Abstract

Flammability of combustible materials in reduced oxygen environment is studied using theoretical analysis and laboratory-scale experiments. The experimental results show that the limiting oxygen concentration (LOC) at extinction and re-ignition can be measured using a variable oxygen concentration technique with uncertainties of ±0.5% (vol.). The imposed external radiant heat flux only affects the LOC measurements for the fuels tested in this work when the flux is less than 30 kW/m 2. Comparison of measured LOCs in parallel panel and horizontal geometries suggests that the latter appear to be more conservative given the same total incident heat flux to the fuel surface.

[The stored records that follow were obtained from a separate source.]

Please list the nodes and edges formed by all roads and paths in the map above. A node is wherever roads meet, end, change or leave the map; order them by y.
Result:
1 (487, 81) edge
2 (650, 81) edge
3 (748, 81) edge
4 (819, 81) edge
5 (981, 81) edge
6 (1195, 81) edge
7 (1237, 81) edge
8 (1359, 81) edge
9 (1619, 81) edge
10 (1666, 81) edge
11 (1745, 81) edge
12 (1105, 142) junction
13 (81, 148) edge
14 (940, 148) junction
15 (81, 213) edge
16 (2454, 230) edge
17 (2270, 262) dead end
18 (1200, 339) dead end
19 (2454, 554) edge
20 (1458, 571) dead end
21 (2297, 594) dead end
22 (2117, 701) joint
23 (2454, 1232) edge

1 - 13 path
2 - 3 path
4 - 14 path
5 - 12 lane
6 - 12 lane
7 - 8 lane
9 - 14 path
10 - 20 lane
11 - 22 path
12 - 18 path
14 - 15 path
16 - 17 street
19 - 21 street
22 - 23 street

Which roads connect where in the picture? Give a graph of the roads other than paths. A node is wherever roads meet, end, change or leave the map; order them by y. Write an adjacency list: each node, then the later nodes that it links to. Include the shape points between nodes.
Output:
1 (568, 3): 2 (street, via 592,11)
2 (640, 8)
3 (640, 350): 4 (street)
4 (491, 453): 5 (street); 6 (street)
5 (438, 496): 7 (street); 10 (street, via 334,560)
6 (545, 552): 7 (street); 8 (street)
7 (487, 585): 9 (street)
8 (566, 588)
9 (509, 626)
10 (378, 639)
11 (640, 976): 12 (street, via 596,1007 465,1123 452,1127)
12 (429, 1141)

A validation parallel panel test for fire propagation using PMMA at 15% (vol.) oxygen concentration confirmed fire propagation when the ambient oxygen concentration is higher than, but approaching the measured LOC. LOC calculations using critical flame temperature and Spalding's B-number theory provide qualitative agreement with the experimental data. However, quantitative comparison of calculations and measurements shows that the calculated LOCs are sensitive to the selection of flame temperature. Furthermore, calculations also show that LOCs do not change significantly if the ambient temperature varies no more than 40 K. Based on the experimental results, most of the combustible materials studied in this work such as polyethylene, oak and corrugated paper board will not be adequately protected if the ambient oxygen is maintained at 15% (vol.) or higher.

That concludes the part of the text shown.